All in all, 15330 names seem to be missing in the names file (or shoud be removed from the group file). Where did we go wrong?

We already tried to adapt the the screen.seqs command, but the error messages still popped up.

Perhaps, somebody can help us to figure out how to improve the commands in order to avoid those error messages?

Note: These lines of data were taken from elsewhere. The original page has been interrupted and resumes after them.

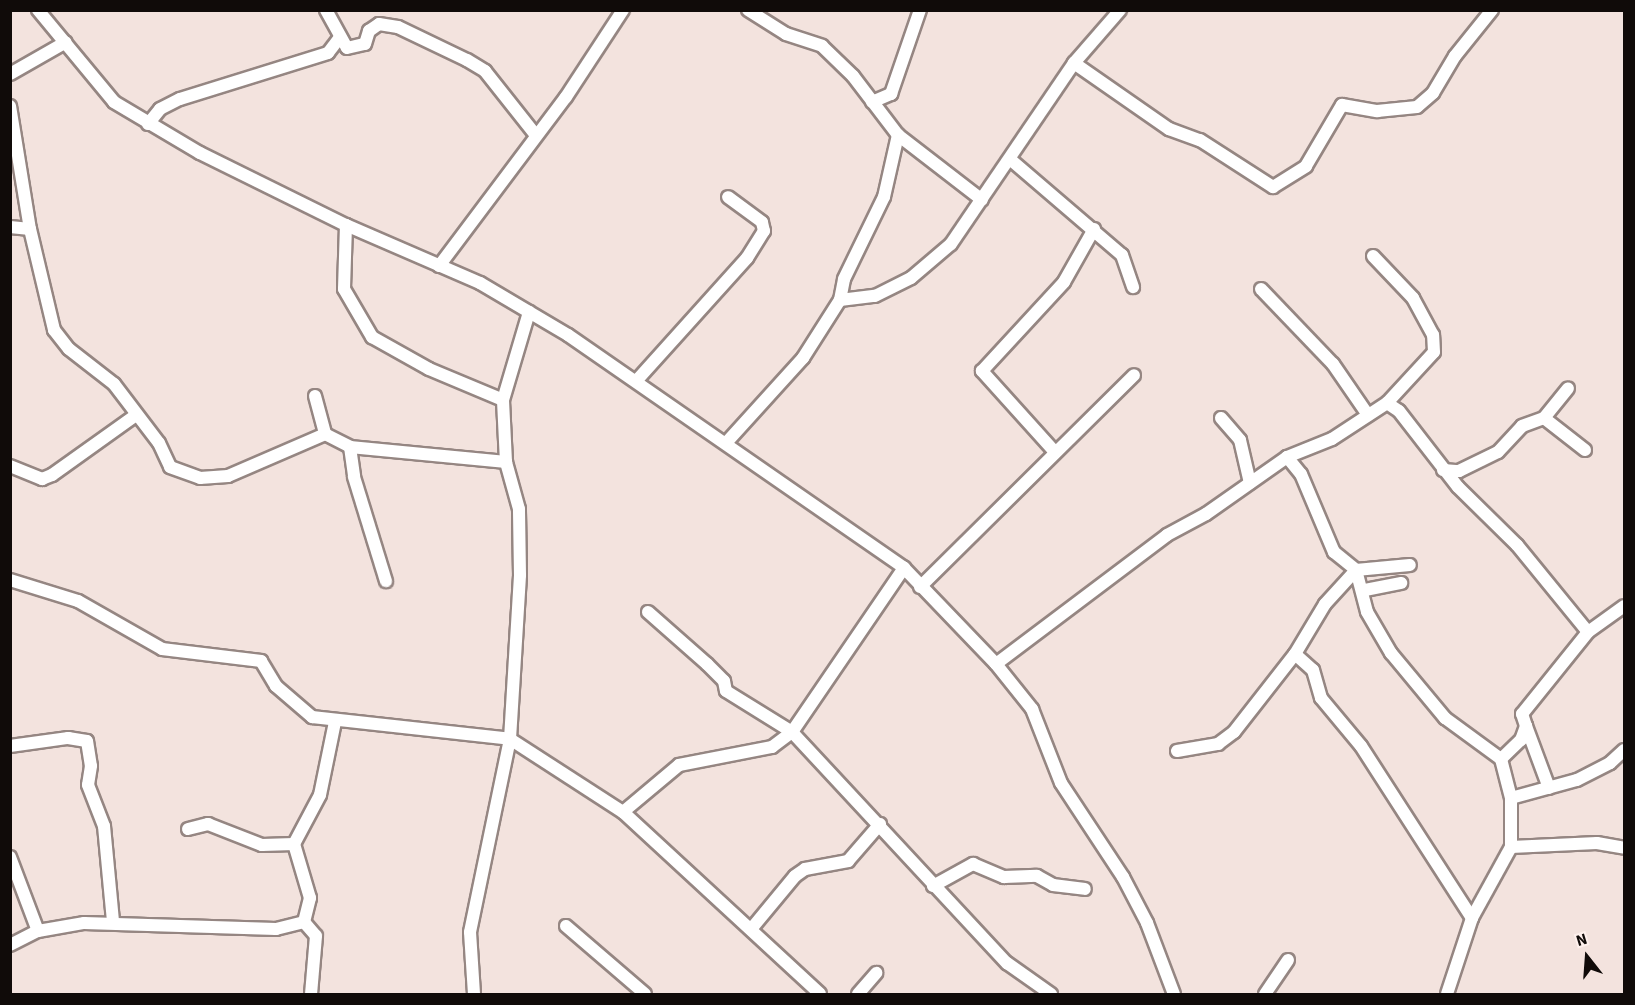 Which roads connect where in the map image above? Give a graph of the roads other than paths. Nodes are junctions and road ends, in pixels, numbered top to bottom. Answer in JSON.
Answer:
{"nodes":[{"id":1,"x":38,"y":10,"type":"edge"},
{"id":2,"x":326,"y":10,"type":"edge"},
{"id":3,"x":608,"y":10,"type":"edge"},
{"id":4,"x":920,"y":10,"type":"edge"},
{"id":5,"x":1120,"y":10,"type":"edge"},
{"id":6,"x":1492,"y":10,"type":"edge"},
{"id":7,"x":750,"y":11,"type":"edge"},
{"id":8,"x":622,"y":13,"type":"edge"},
{"id":9,"x":340,"y":37,"type":"junction"},
{"id":10,"x":66,"y":42,"type":"junction"},
{"id":11,"x":1074,"y":63,"type":"junction"},
{"id":12,"x":10,"y":74,"type":"edge"},
{"id":13,"x":872,"y":102,"type":"junction"},
{"id":14,"x":10,"y":106,"type":"edge"},
{"id":15,"x":148,"y":124,"type":"junction"},
{"id":16,"x":535,"y":134,"type":"junction"},
{"id":17,"x":898,"y":135,"type":"junction"},
{"id":18,"x":1011,"y":160,"type":"junction"},
{"id":19,"x":728,"y":197,"type":"dead end"},
{"id":20,"x":982,"y":200,"type":"junction"},
{"id":21,"x":346,"y":225,"type":"junction"},
{"id":22,"x":10,"y":227,"type":"edge"},
{"id":23,"x":30,"y":229,"type":"junction"},
{"id":24,"x":1094,"y":229,"type":"junction"},
{"id":25,"x":1373,"y":256,"type":"dead end"},
{"id":26,"x":439,"y":266,"type":"junction"},
{"id":27,"x":1133,"y":287,"type":"dead end"},
{"id":28,"x":1261,"y":289,"type":"dead end"},
{"id":29,"x":840,"y":300,"type":"junction"},
{"id":30,"x":529,"y":312,"type":"junction"},
{"id":31,"x":1134,"y":375,"type":"dead end"},
{"id":32,"x":638,"y":379,"type":"junction"},
{"id":33,"x":1568,"y":388,"type":"dead end"},
{"id":34,"x":315,"y":396,"type":"dead end"},
{"id":35,"x":503,"y":400,"type":"junction"},
{"id":36,"x":1387,"y":403,"type":"junction"},
{"id":37,"x":136,"y":415,"type":"junction"},
{"id":38,"x":1368,"y":415,"type":"junction"},
{"id":39,"x":1221,"y":418,"type":"dead end"},
{"id":40,"x":1544,"y":418,"type":"junction"},
{"id":41,"x":325,"y":434,"type":"junction"},
{"id":42,"x":726,"y":443,"type":"junction"},
{"id":43,"x":350,"y":447,"type":"junction"},
{"id":44,"x":1585,"y":450,"type":"dead end"},
{"id":45,"x":1053,"y":451,"type":"junction"},
{"id":46,"x":1287,"y":457,"type":"junction"},
{"id":47,"x":506,"y":462,"type":"junction"},
{"id":48,"x":10,"y":466,"type":"edge"},
{"id":49,"x":1443,"y":470,"type":"junction"},
{"id":50,"x":1250,"y":483,"type":"junction"},
{"id":51,"x":1410,"y":565,"type":"dead end"},
{"id":52,"x":904,"y":568,"type":"junction"},
{"id":53,"x":1356,"y":570,"type":"junction"},
{"id":54,"x":10,"y":580,"type":"edge"},
{"id":55,"x":386,"y":581,"type":"dead end"},
{"id":56,"x":1401,"y":583,"type":"dead end"},
{"id":57,"x":920,"y":587,"type":"junction"},
{"id":58,"x":1365,"y":590,"type":"junction"},
{"id":59,"x":1623,"y":610,"type":"edge"},
{"id":60,"x":648,"y":612,"type":"dead end"},
{"id":61,"x":1588,"y":632,"type":"junction"},
{"id":62,"x":1295,"y":654,"type":"junction"},
{"id":63,"x":996,"y":664,"type":"junction"},
{"id":64,"x":335,"y":722,"type":"junction"},
{"id":65,"x":1526,"y":726,"type":"junction"},
{"id":66,"x":792,"y":732,"type":"junction"},
{"id":67,"x":510,"y":739,"type":"junction"},
{"id":68,"x":10,"y":746,"type":"edge"},
{"id":69,"x":1624,"y":750,"type":"edge"},
{"id":70,"x":1177,"y":752,"type":"dead end"},
{"id":71,"x":1501,"y":759,"type":"junction"},
{"id":72,"x":1549,"y":788,"type":"junction"},
{"id":73,"x":1511,"y":798,"type":"junction"},
{"id":74,"x":623,"y":812,"type":"junction"},
{"id":75,"x":880,"y":824,"type":"junction"},
{"id":76,"x":188,"y":829,"type":"dead end"},
{"id":77,"x":294,"y":844,"type":"junction"},
{"id":78,"x":1511,"y":847,"type":"junction"},
{"id":79,"x":1624,"y":848,"type":"edge"},
{"id":80,"x":10,"y":856,"type":"edge"},
{"id":81,"x":933,"y":886,"type":"junction"},
{"id":82,"x":1085,"y":889,"type":"dead end"},
{"id":83,"x":1472,"y":918,"type":"junction"},
{"id":84,"x":113,"y":921,"type":"junction"},
{"id":85,"x":304,"y":922,"type":"junction"},
{"id":86,"x":566,"y":926,"type":"dead end"},
{"id":87,"x":752,"y":928,"type":"junction"},
{"id":88,"x":38,"y":931,"type":"junction"},
{"id":89,"x":10,"y":945,"type":"edge"},
{"id":90,"x":1288,"y":960,"type":"dead end"},
{"id":91,"x":876,"y":974,"type":"dead end"},
{"id":92,"x":311,"y":994,"type":"edge"},
{"id":93,"x":474,"y":994,"type":"edge"},
{"id":94,"x":645,"y":994,"type":"edge"},
{"id":95,"x":820,"y":994,"type":"edge"},
{"id":96,"x":858,"y":994,"type":"edge"},
{"id":97,"x":1051,"y":994,"type":"edge"},
{"id":98,"x":1174,"y":994,"type":"edge"},
{"id":99,"x":1265,"y":994,"type":"edge"},
{"id":100,"x":1447,"y":994,"type":"edge"}],
"edges":[{"from":1,"to":10,"type":"street"},
{"from":2,"to":9,"type":"street"},
{"from":3,"to":8,"type":"street"},
{"from":4,"to":13,"type":"street"},
{"from":5,"to":11,"type":"street"},
{"from":6,"to":11,"type":"street"},
{"from":7,"to":13,"type":"street"},
{"from":8,"to":16,"type":"street"},
{"from":9,"to":15,"type":"street"},
{"from":9,"to":16,"type":"street"},
{"from":10,"to":12,"type":"street"},
{"from":10,"to":15,"type":"street"},
{"from":11,"to":18,"type":"street"},
{"from":13,"to":17,"type":"street"},
{"from":14,"to":23,"type":"street"},
{"from":15,"to":21,"type":"street"},
{"from":16,"to":26,"type":"street"},
{"from":17,"to":20,"type":"street"},
{"from":17,"to":29,"type":"street"},
{"from":18,"to":20,"type":"street"},
{"from":18,"to":24,"type":"street"},
{"from":19,"to":32,"type":"street"},
{"from":20,"to":29,"type":"street"},
{"from":21,"to":26,"type":"street"},
{"from":21,"to":35,"type":"street"},
{"from":22,"to":23,"type":"street"},
{"from":23,"to":37,"type":"street"},
{"from":24,"to":27,"type":"street"},
{"from":24,"to":45,"type":"street"},
{"from":25,"to":36,"type":"street"},
{"from":26,"to":30,"type":"street"},
{"from":28,"to":38,"type":"street"},
{"from":29,"to":42,"type":"street"},
{"from":30,"to":32,"type":"street"},
{"from":30,"to":35,"type":"street"},
{"from":31,"to":45,"type":"street"},
{"from":32,"to":42,"type":"street"},
{"from":33,"to":40,"type":"street"},
{"from":34,"to":41,"type":"street"},
{"from":35,"to":47,"type":"street"},
{"from":36,"to":38,"type":"street"},
{"from":36,"to":49,"type":"street"},
{"from":37,"to":41,"type":"street"},
{"from":37,"to":48,"type":"street"},
{"from":38,"to":46,"type":"street"},
{"from":39,"to":50,"type":"street"},
{"from":40,"to":44,"type":"street"},
{"from":40,"to":49,"type":"street"},
{"from":41,"to":43,"type":"street"},
{"from":42,"to":52,"type":"street"},
{"from":43,"to":47,"type":"street"},
{"from":43,"to":55,"type":"street"},
{"from":45,"to":57,"type":"street"},
{"from":46,"to":50,"type":"street"},
{"from":46,"to":53,"type":"street"},
{"from":47,"to":67,"type":"street"},
{"from":49,"to":61,"type":"street"},
{"from":50,"to":63,"type":"street"},
{"from":51,"to":53,"type":"street"},
{"from":52,"to":57,"type":"street"},
{"from":52,"to":66,"type":"street"},
{"from":53,"to":58,"type":"street"},
{"from":53,"to":62,"type":"street"},
{"from":54,"to":64,"type":"street"},
{"from":56,"to":58,"type":"street"},
{"from":57,"to":63,"type":"street"},
{"from":58,"to":71,"type":"street"},
{"from":59,"to":61,"type":"street"},
{"from":60,"to":66,"type":"street"},
{"from":61,"to":65,"type":"street"},
{"from":62,"to":70,"type":"street"},
{"from":62,"to":83,"type":"street"},
{"from":63,"to":98,"type":"street"},
{"from":64,"to":67,"type":"street"},
{"from":64,"to":77,"type":"street"},
{"from":65,"to":71,"type":"street"},
{"from":65,"to":72,"type":"street"},
{"from":66,"to":74,"type":"street"},
{"from":66,"to":75,"type":"street"},
{"from":67,"to":74,"type":"street"},
{"from":67,"to":93,"type":"street"},
{"from":68,"to":84,"type":"street"},
{"from":69,"to":72,"type":"street"},
{"from":71,"to":73,"type":"street"},
{"from":72,"to":73,"type":"street"},
{"from":73,"to":78,"type":"street"},
{"from":74,"to":87,"type":"street"},
{"from":75,"to":81,"type":"street"},
{"from":75,"to":87,"type":"street"},
{"from":76,"to":77,"type":"street"},
{"from":77,"to":85,"type":"street"},
{"from":78,"to":79,"type":"street"},
{"from":78,"to":83,"type":"street"},
{"from":80,"to":88,"type":"street"},
{"from":81,"to":82,"type":"street"},
{"from":81,"to":97,"type":"street"},
{"from":83,"to":100,"type":"street"},
{"from":84,"to":85,"type":"street"},
{"from":84,"to":88,"type":"street"},
{"from":85,"to":92,"type":"street"},
{"from":86,"to":94,"type":"street"},
{"from":87,"to":95,"type":"street"},
{"from":88,"to":89,"type":"street"},
{"from":90,"to":99,"type":"street"},
{"from":91,"to":96,"type":"street"}]}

Any help is highly appreciated.

Thanks a lot in advance.

Regards, stef

screen.seqs(fasta=in.shhh.trim.unique.align, name=in.shhh.trim.names, group=in.shhh.groups, optimize=start-end, criteria=99, minlength=200, processors=8)

I think what you want is…

screen.seqs(fasta=in.shhh.trim.unique.align, name=in.shhh.trim.unique.names, group=in.shhh.groups, optimize=start-end, criteria=99, minlength=200, processors=8)
in.shhh.trim.unique.names is the output from unique.seqs

Thank you so much for your reply.

I am currently running the modified script, and everything looks perfect now.

Thanks again, stef

I recently discovered the precluster command, which has greatly reduced the time to cluster my set of 10 environmental samples. I am following a protocol very similar to the one in the above post, but I do not use groups at this point, I make groups and a shared file after I finish clustering. I am not sure I understand how precluster deals with grouping sample names together, and I am afraid I am losing data. Please see below for the number of sequences at each step:

…good.filter.fasta= 249,448

I am concerned that if there is a unique sequence that is shared between samples, my end product does not parse that information back out and I am left with a unique sequence from only one sample.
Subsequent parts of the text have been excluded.